* Activity *
The expected answer is every line of the material that contains the word "Left".
══ Records shown ══
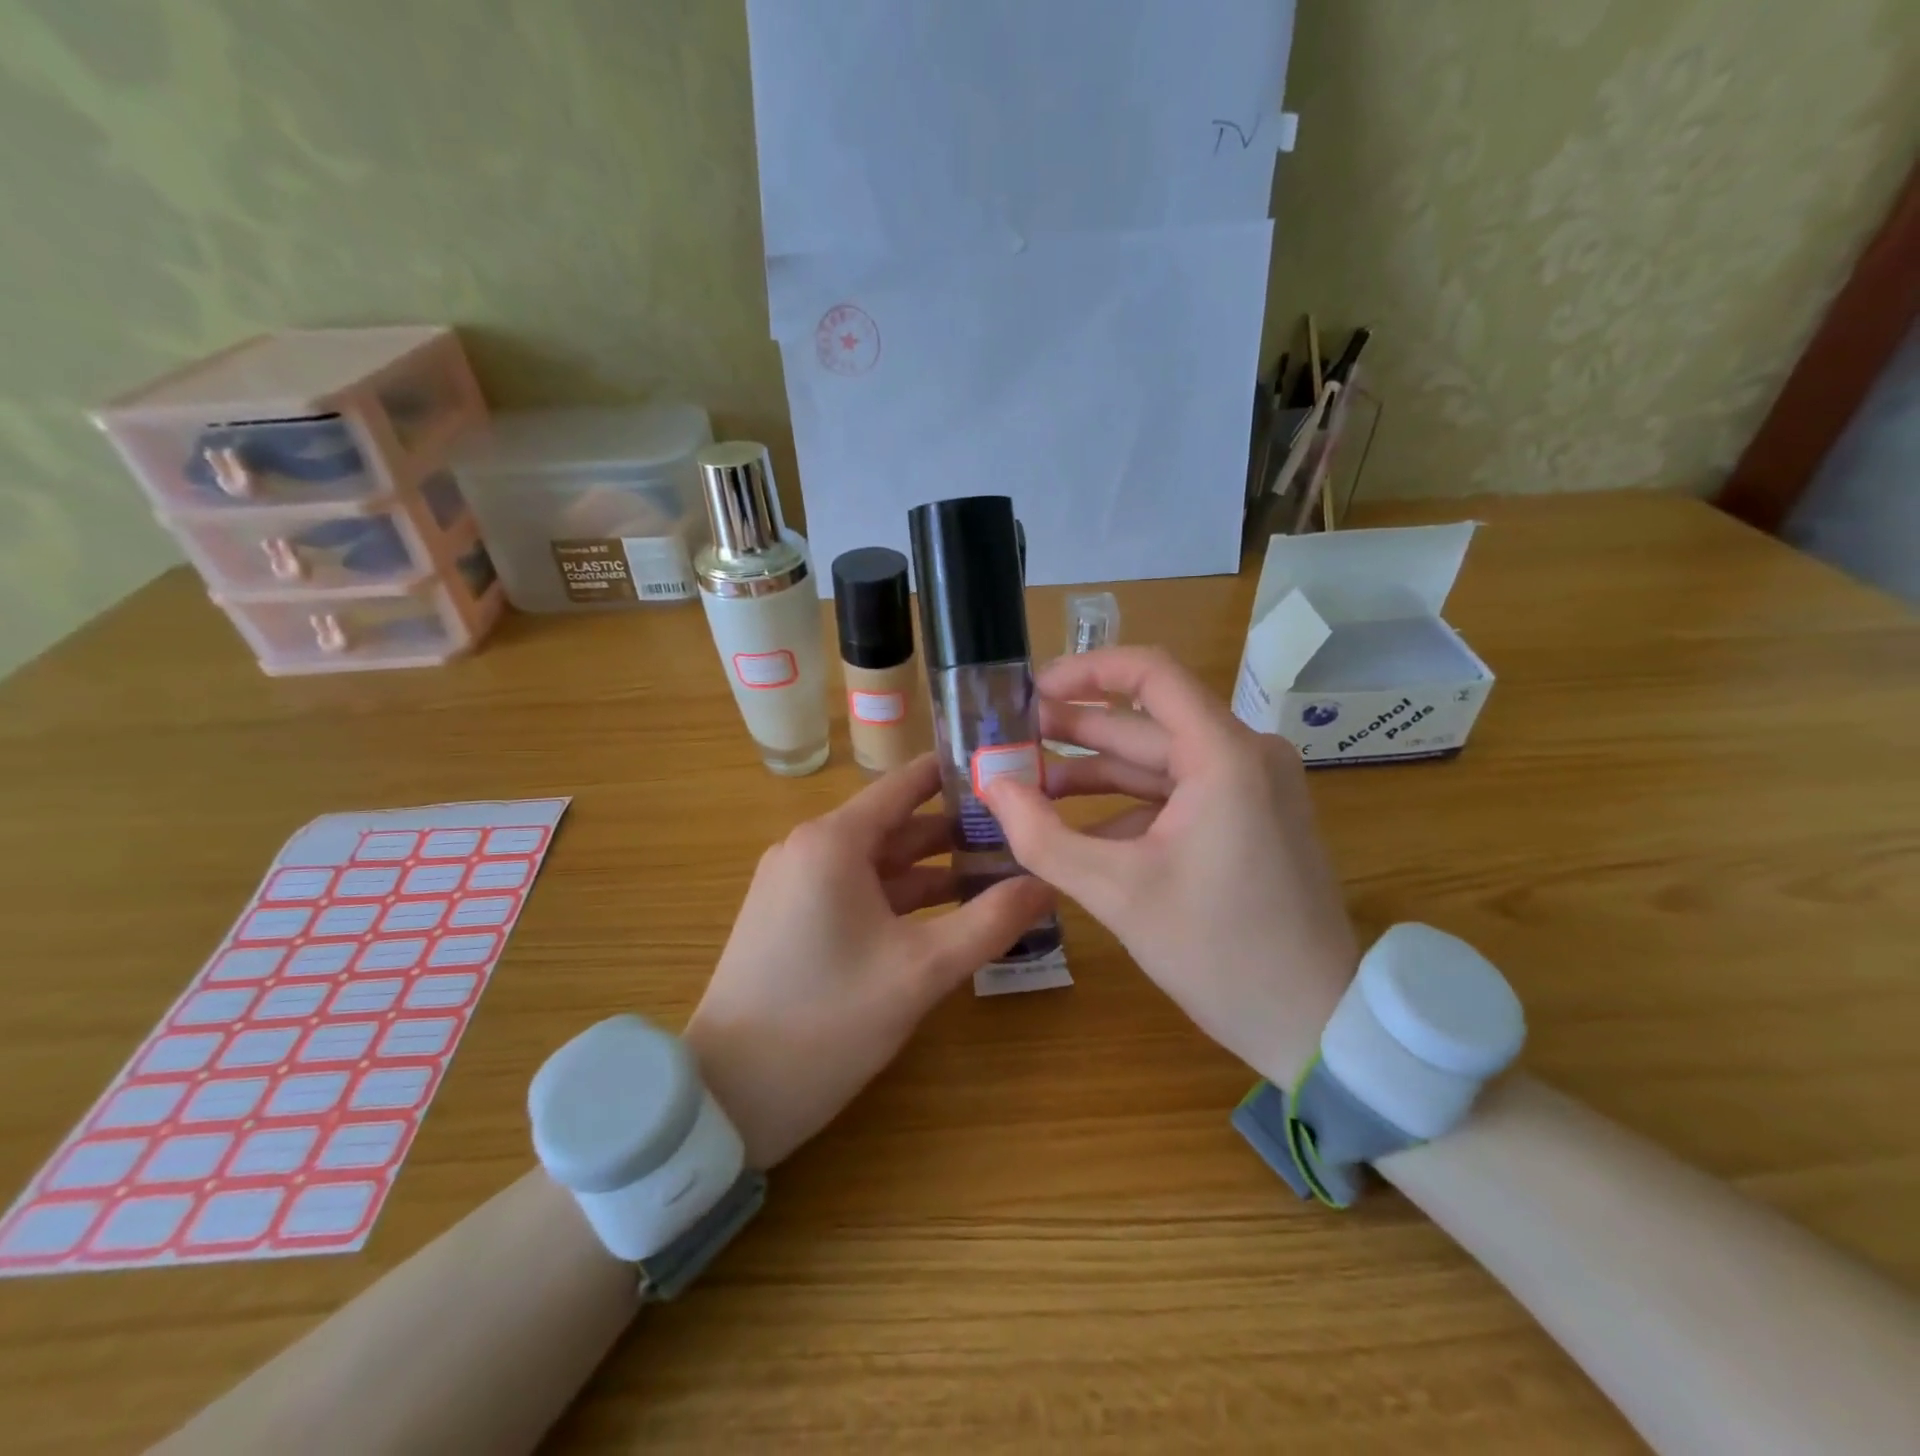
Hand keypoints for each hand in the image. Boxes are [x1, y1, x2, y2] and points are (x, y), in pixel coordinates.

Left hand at [684, 755, 1057, 1168]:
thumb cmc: (827, 1021)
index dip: (958, 775)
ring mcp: (796, 884)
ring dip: (934, 869)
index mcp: (833, 841)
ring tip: (999, 873)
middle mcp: (810, 848)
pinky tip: (948, 914)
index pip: (906, 783)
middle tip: (1022, 833)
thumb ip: (990, 922)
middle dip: (957, 830)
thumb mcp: (921, 971)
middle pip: (897, 824)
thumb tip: (1048, 881)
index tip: (1010, 771)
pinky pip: (858, 891)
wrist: (727, 1096)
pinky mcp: (792, 919)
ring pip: (879, 862)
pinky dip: (902, 897)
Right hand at [984, 648, 1359, 1087]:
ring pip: (1160, 762)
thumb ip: (1044, 836)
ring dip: (1096, 772)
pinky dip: (1129, 806)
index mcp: (1224, 756)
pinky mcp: (1251, 819)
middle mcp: (1245, 755)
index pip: (1150, 673)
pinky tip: (1080, 830)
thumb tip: (992, 786)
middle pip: (1147, 721)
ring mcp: (1253, 788)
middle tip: (1011, 740)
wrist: (1316, 1025)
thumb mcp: (1117, 893)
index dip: (1085, 671)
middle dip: (1075, 730)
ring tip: (1030, 785)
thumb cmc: (1219, 953)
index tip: (1030, 690)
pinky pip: (1179, 795)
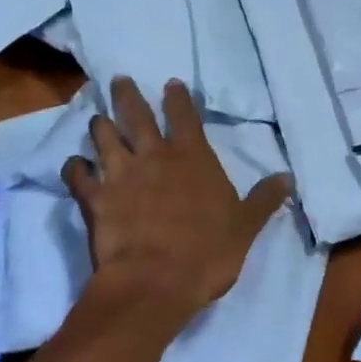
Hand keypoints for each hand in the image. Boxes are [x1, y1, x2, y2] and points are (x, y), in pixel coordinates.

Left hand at [63, 78, 291, 311]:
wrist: (155, 281)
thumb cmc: (207, 252)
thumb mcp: (245, 226)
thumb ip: (264, 199)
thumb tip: (287, 178)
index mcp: (192, 158)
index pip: (184, 117)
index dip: (178, 98)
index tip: (171, 84)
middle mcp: (153, 157)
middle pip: (136, 115)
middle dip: (127, 95)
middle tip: (118, 80)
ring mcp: (120, 175)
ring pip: (104, 138)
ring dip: (100, 126)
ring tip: (97, 118)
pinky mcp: (95, 198)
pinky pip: (78, 175)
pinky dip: (74, 168)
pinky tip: (73, 165)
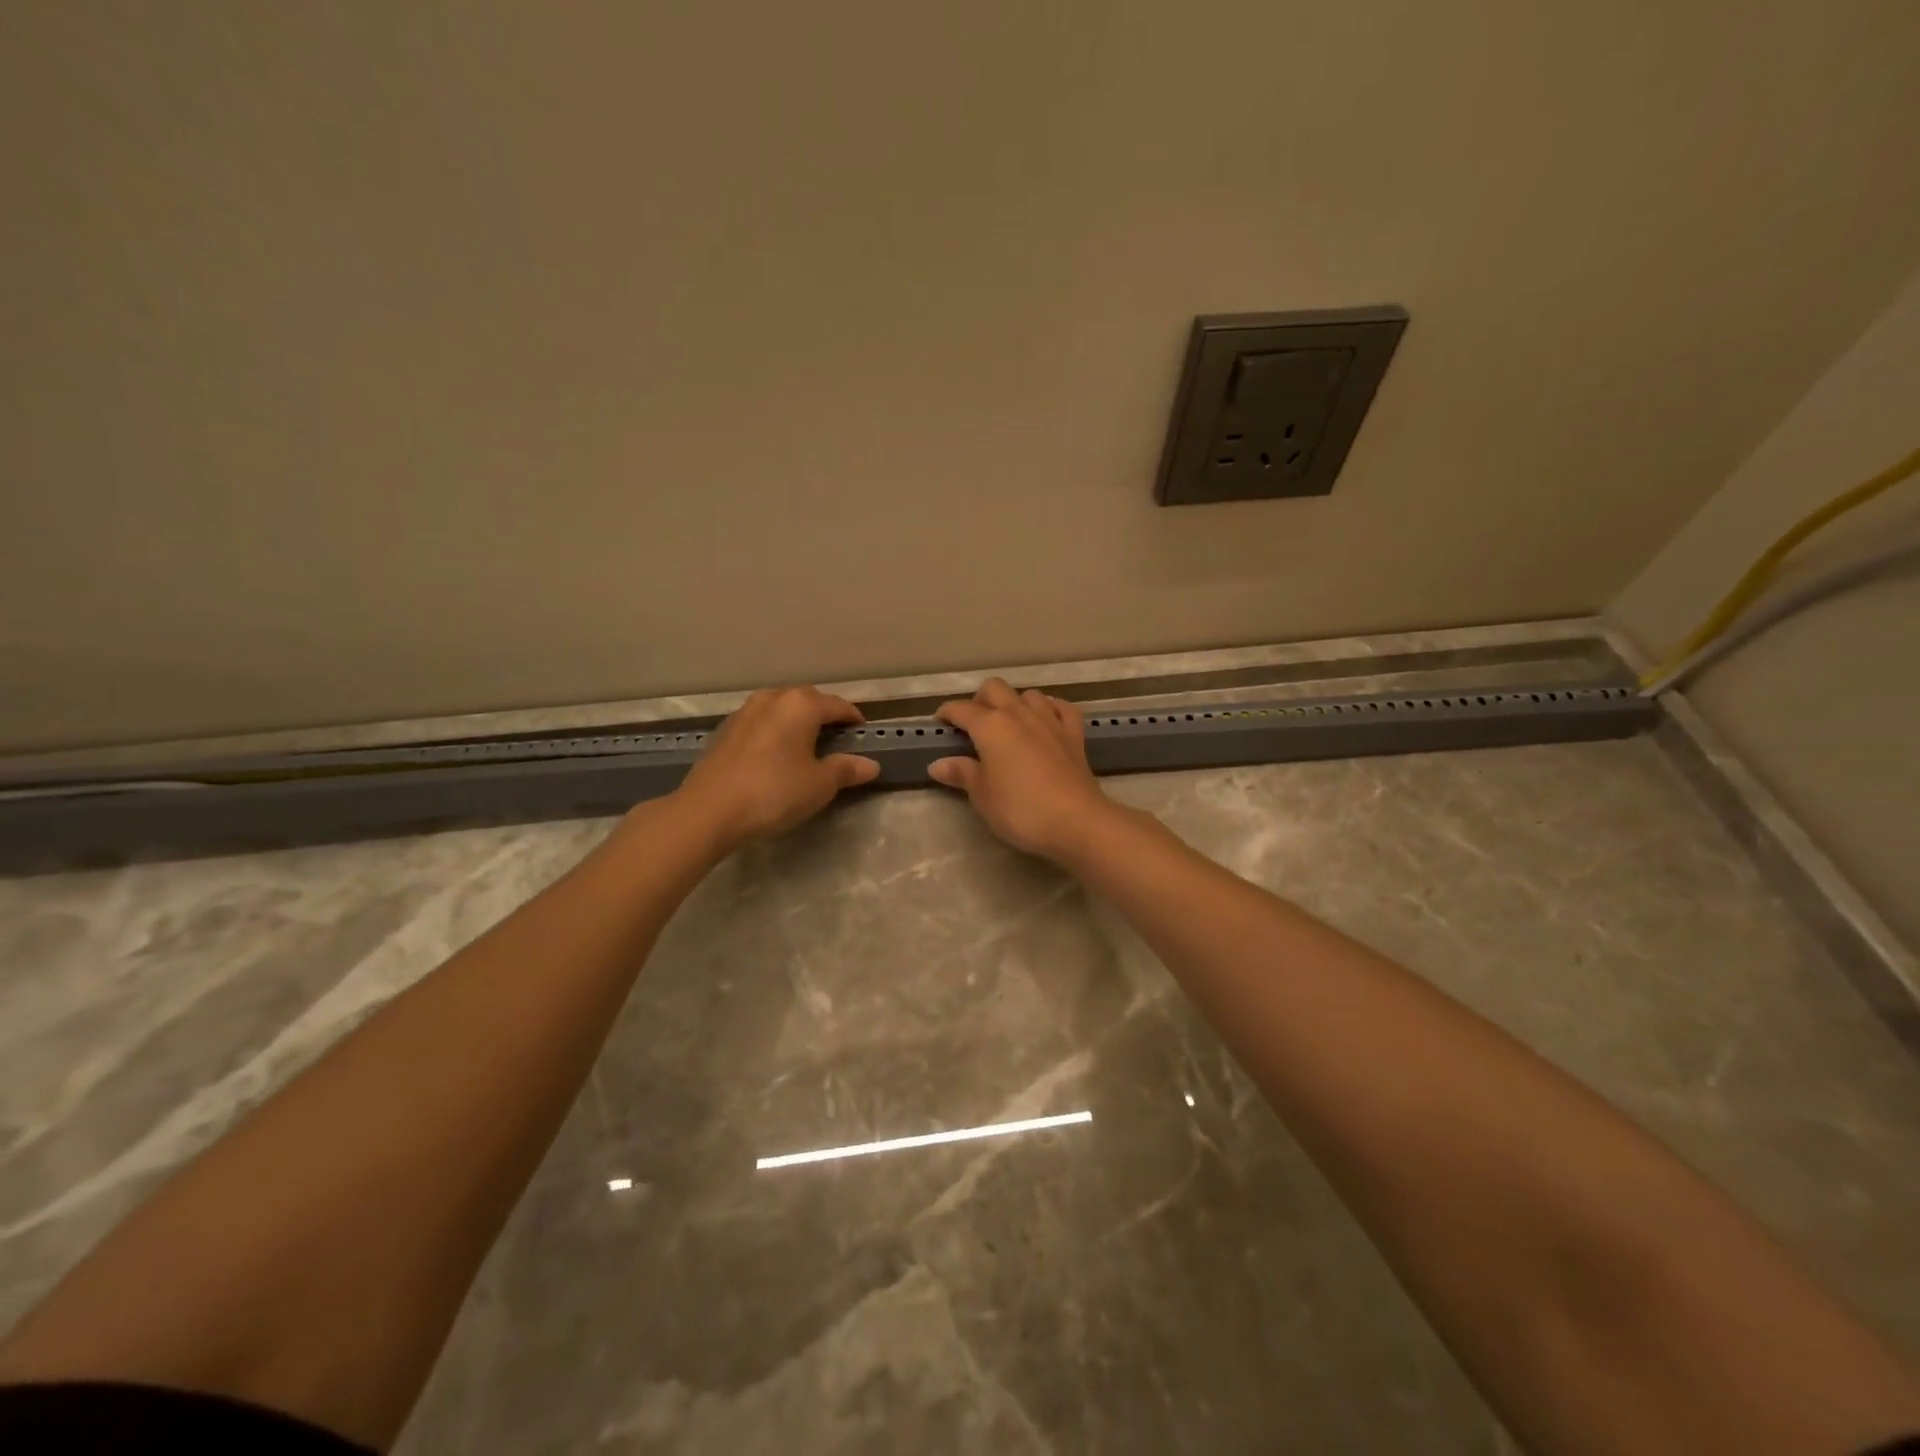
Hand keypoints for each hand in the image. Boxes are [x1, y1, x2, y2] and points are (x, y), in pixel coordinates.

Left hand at [674, 687, 879, 849]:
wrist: (708, 810)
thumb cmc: (774, 792)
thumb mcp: (819, 785)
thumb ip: (846, 770)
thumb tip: (871, 764)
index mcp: (801, 704)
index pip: (838, 705)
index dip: (854, 720)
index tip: (863, 736)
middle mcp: (773, 698)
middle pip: (808, 701)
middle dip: (824, 717)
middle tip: (837, 742)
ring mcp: (745, 711)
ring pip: (781, 710)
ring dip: (796, 723)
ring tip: (805, 748)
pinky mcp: (725, 730)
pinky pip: (760, 724)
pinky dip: (774, 733)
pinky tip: (774, 756)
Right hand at [929, 679, 1115, 862]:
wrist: (1076, 821)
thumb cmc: (1021, 810)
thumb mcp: (983, 796)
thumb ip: (962, 774)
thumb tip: (938, 764)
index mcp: (991, 726)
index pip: (961, 709)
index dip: (946, 713)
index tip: (939, 724)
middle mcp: (1019, 714)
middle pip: (994, 688)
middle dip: (979, 700)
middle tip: (973, 725)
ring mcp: (1050, 720)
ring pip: (1028, 694)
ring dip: (1015, 703)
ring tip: (1009, 725)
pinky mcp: (1074, 734)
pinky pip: (1061, 708)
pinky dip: (1050, 709)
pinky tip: (1045, 721)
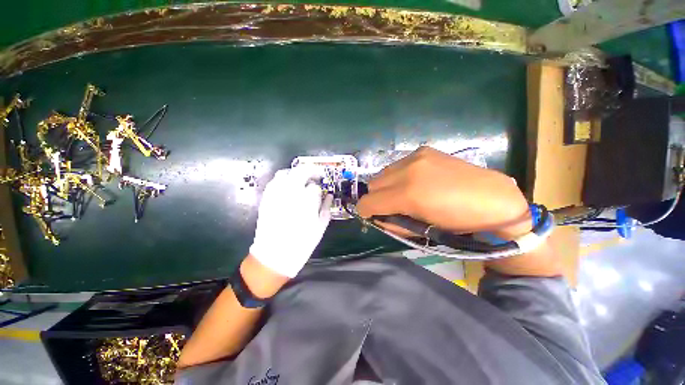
═══
* Written response *
Left hand at [684, 755, 1057, 1168]:
Left hand at [63, 78, 291, 311]:
Left hand at [674, 687, 879, 849]:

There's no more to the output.